Word for word, copy the records that follow.
━━ DATA SHOWN ━━
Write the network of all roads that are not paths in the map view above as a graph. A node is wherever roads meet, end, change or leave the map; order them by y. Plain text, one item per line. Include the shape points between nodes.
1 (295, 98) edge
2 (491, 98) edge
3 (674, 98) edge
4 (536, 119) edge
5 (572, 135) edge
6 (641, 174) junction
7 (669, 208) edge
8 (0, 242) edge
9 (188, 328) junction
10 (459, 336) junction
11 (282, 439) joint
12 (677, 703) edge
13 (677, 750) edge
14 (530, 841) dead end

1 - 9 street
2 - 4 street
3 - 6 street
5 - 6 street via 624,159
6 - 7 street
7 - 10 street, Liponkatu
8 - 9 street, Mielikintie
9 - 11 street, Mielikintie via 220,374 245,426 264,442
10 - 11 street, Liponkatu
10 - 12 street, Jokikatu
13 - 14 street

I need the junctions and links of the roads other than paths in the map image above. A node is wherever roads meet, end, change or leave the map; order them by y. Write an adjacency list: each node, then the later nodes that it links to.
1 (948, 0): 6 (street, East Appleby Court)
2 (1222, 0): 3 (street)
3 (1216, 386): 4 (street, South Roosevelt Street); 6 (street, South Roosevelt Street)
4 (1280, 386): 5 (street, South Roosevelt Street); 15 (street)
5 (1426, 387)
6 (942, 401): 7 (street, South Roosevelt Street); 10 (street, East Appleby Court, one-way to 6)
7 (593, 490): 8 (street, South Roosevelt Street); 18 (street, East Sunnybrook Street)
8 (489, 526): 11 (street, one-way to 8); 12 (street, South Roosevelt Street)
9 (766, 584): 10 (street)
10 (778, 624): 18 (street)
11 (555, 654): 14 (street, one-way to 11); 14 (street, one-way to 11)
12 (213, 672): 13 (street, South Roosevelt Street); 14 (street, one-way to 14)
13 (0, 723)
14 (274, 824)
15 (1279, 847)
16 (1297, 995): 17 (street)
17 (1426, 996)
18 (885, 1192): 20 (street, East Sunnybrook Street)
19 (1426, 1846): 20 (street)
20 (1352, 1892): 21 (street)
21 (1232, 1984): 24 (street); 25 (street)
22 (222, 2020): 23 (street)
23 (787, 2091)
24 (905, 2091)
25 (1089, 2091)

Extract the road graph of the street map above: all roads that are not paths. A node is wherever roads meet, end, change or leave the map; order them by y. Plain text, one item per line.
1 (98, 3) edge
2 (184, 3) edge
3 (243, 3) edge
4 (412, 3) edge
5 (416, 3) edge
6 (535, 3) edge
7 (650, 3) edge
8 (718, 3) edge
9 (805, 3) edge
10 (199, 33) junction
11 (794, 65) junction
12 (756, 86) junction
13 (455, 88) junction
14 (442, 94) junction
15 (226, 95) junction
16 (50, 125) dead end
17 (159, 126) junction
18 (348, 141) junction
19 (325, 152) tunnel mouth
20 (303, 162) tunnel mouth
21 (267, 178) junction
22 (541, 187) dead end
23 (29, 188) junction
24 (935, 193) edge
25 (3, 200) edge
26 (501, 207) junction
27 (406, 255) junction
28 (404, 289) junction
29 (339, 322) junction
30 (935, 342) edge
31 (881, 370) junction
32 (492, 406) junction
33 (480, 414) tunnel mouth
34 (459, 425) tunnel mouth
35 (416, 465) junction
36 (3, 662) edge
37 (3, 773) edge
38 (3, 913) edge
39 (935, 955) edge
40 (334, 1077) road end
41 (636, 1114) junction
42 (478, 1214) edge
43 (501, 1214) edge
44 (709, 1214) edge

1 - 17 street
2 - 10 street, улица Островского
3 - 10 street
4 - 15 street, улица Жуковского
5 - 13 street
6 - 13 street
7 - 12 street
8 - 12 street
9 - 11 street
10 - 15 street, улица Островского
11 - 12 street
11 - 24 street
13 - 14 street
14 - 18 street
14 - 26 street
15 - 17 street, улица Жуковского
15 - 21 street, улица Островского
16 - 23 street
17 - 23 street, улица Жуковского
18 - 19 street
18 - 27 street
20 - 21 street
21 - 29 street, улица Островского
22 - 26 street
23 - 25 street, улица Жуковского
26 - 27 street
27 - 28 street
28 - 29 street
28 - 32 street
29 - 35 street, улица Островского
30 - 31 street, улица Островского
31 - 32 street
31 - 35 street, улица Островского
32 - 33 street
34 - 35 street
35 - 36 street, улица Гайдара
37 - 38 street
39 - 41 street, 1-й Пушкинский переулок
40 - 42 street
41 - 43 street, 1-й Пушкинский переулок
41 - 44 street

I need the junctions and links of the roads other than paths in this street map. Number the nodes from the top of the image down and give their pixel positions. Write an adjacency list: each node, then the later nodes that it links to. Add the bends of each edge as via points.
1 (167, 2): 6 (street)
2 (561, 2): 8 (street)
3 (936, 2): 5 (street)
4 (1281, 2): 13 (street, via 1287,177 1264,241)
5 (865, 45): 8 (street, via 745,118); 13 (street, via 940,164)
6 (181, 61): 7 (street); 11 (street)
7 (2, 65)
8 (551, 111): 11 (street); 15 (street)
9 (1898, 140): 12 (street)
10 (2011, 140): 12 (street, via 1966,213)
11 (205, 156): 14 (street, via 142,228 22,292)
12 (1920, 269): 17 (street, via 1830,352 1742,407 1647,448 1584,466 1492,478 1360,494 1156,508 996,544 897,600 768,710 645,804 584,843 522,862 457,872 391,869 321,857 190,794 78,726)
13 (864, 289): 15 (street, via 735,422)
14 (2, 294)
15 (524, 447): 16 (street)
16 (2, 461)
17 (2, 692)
━━━
• SOLUTION FOR THIS PROBLEM:
Write the network of all roads that are not paths in the map view above as a graph. A node is wherever roads meet, end, change or leave the map; order them by y. Plain text, one item per line. Include the shape points between nodes.
1 (295, 98) edge
2 (491, 98) edge
3 (674, 98) edge
4 (536, 119) edge
5 (572, 135) edge
6 (641, 174) junction
7 (669, 208) edge
8 (0, 242) edge
9 (188, 328) junction
10 (459, 336) junction
11 (282, 439) joint
12 (677, 703) edge
13 (677, 750) edge
14 (530, 841) dead end

1 - 9 street
2 - 4 street
3 - 6 street
5 - 6 street via 624,159
6 - 7 street
7 - 10 street, Liponkatu
8 - 9 street, Mielikintie
9 - 11 street, Mielikintie via 220,374 245,426 264,442
10 - 11 street, Liponkatu
10 - 12 street, Jokikatu
13 - 14 street

I need the junctions and links of the roads other than paths in the map image above. A node is wherever roads meet, end, change or leave the map; order them by y. Write an adjacency list: each node, then the later nodes that it links to.
1 (948, 0): 6 (street, East Appleby Court)
2 (1222, 0): 3 (street)
3 (1216, 386): 4 (street, South Roosevelt Street); 6 (street, South Roosevelt Street)
4 (1280, 386): 5 (street, South Roosevelt Street); 15 (street)
5 (1426, 387)
6 (942, 401): 7 (street, South Roosevelt Street); 10 (street, East Appleby Court, one-way to 6)
7 (593, 490): 8 (street, South Roosevelt Street); 18 (street, East Sunnybrook Street)
8 (489, 526): 11 (street, one-way to 8); 12 (street, South Roosevelt Street)
9 (766, 584): 10 (street)
10 (778, 624): 18 (street)
11 (555, 654): 14 (street, one-way to 11); 14 (street, one-way to 11)
12 (213, 672): 13 (street, South Roosevelt Street); 14 (street, one-way to 14)
13 (0, 723)
14 (274, 824)
15 (1279, 847)
16 (1297, 995): 17 (street)
17 (1426, 996)
18 (885, 1192): 20 (street, East Sunnybrook Street)
19 (1426, 1846): 20 (street)
20 (1352, 1892): 21 (street)
21 (1232, 1984): 24 (street); 25 (street)
22 (222, 2020): 23 (street)
23 (787, 2091)
24 (905, 2091)
25 (1089, 2091)

Extract the road graph of the street map above: all roads that are not paths. A node is wherever roads meet, end, change or leave the map; order them by y. Plain text, one item per line.
1 (98, 3) edge
2 (184, 3) edge
3 (243, 3) edge
4 (412, 3) edge
5 (416, 3) edge
6 (535, 3) edge
7 (650, 3) edge
8 (718, 3) edge
9 (805, 3) edge
10 (199, 33) junction
11 (794, 65) junction
12 (756, 86) junction
13 (455, 88) junction
14 (442, 94) junction
15 (226, 95) junction
16 (50, 125) dead end
17 (159, 126) junction
18 (348, 141) junction
19 (325, 152) tunnel mouth
20 (303, 162) tunnel mouth
21 (267, 178) junction
22 (541, 187) dead end
23 (29, 188) junction
24 (935, 193) edge
25 (3, 200) edge
26 (501, 207) junction
27 (406, 255) junction
28 (404, 289) junction
29 (339, 322) junction
30 (935, 342) edge
31 (881, 370) junction
32 (492, 406) junction
33 (480, 414) tunnel mouth
34 (459, 425) tunnel mouth
35 (416, 465) junction
36 (3, 662) edge
37 (3, 773) edge
38 (3, 913) edge
39 (935, 955) edge
40 (334, 1077) road end
41 (636, 1114) junction
42 (478, 1214) edge
43 (501, 1214) edge
44 (709, 1214) edge

1 - 17 street
2 - 10 street, улица Островского
3 - 10 street
4 - 15 street, улица Жуковского
5 - 13 street
6 - 13 street
7 - 12 street
8 - 12 street
9 - 11 street
10 - 15 street, улица Островского
11 - 12 street
11 - 24 street
13 - 14 street
14 - 18 street
14 - 26 street
15 - 17 street, улица Жуковского
15 - 21 street, улица Островского
16 - 23 street
17 - 23 street, улица Жуковского
18 - 19 street
18 - 27 street
20 - 21 street
21 - 29 street, улица Островского
22 - 26 street
23 - 25 street, улица Жуковского
26 - 27 street
27 - 28 street
28 - 29 street
28 - 32 street
29 - 35 street, улица Островского
30 - 31 street, улица Островского
31 - 32 street
31 - 35 street, улица Островского
32 - 33 street
34 - 35 street
35 - 36 street, улица Гайдара
37 - 38 street
39 - 41 street, 1-й Пушкинский переулок
40 - 42 street
41 - 43 street, 1-й Пушкинский переулок
41 - 44 street

I need the junctions and links of the roads other than paths in this street map. Number the nodes from the top of the image down and give their pixel positions. Write an adjacency list: each node, then the later nodes that it links to. Add the bends of each edge as via points.
1 (167, 2): 6 (street)
2 (561, 2): 8 (street)
3 (936, 2): 5 (street)
4 (1281, 2): 13 (street, via 1287,177 1264,241)
5 (865, 45): 8 (street, via 745,118); 13 (street, via 940,164)
6 (181, 61): 7 (street); 11 (street)
7 (2, 65)
8 (551, 111): 11 (street); 15 (street)
9 (1898, 140): 12 (street)
10 (2011, 140): 12 (street, via 1966,213)
11 (205, 156): 14 (street, via 142,228 22,292)
12 (1920, 269): 17 (street, via 1830,352 1742,407 1647,448 1584,466 1492,478 1360,494 1156,508 996,544 897,600 768,710 645,804 584,843 522,862 457,872 391,869 321,857 190,794 78,726)
13 (864, 289): 15 (street, via 735,422)
14 (2, 294)
15 (524, 447): 16 (street)
16 (2, 461)
17 (2, 692)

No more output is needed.